So here’s a recipe for those of you who want to make something with your stove other than shrinkydinks. And here’s the setup:
You’ve just poured yourself a cold beverage, and you taste it with great anticipation, but ultimate disappointment. It needs to be sweeter. What beverage is this? Iced coffee (your morning coffee that you never finished but stuck back in the fridge)? Iced tea? Some kind of lameonade that you thought was a clever way to get rid of extra lemons, but it turns out to be so sour that your teeth start beating up your tongue? That’s the one I tried. I got a bunch of wonderful meyer lemons from my dad and squoze them down for lemonade, but even though these are relatively sweet lemons, the damn stuff was still way too sour for ordinary drinking purposes.
So anyway, you’ve got this cold liquid and you want to make it sweet. You dump sugar in it. Is it any sweeter? LIKE HELL IT IS. Sugar dissolves in warm or hot water, but in cold water it just hangs out at the bottom of the glass like so much wasted potential, not unlike my own youth. You stir it up and the little crystals cheerfully spin in an impotent flurry, melting not one whit. You wind up with a big glass of unsavory liquid that you drink anyway, hoping that it’ll get better as you go, and then the last mouthful is basically a mass of disintegrated rock candy. Blerg.

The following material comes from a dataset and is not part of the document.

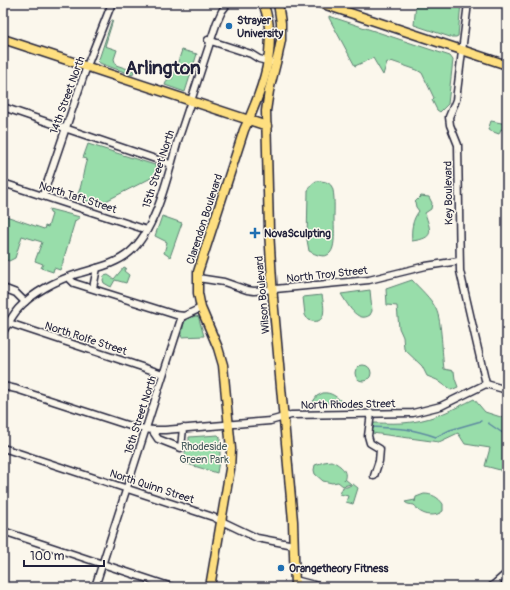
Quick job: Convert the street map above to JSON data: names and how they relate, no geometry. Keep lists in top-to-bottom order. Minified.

The thing here is, you need pre-melted sugar if you want to sweeten up a cold beverage. And that’s where boiling water comes in. Here’s a recipe that’s totally useful, totally fun, and so goddamn simple that they actually call it:
SIMPLE SYRUP
Get a pot and put in it equal measures of water and granulated sugar. Not powdered sugar. Not brown sugar. Just regular crystals of granulated sugar like they have in the little packets. But take it out of the packets first, if you happened to have stolen it from a diner, you classless wanker. I just made a batch of this stuff using a half-cup of water and a half-cup of sugar, but you can use any amount you like. Smaller amounts cook faster, though. If that’s your thing, I mean.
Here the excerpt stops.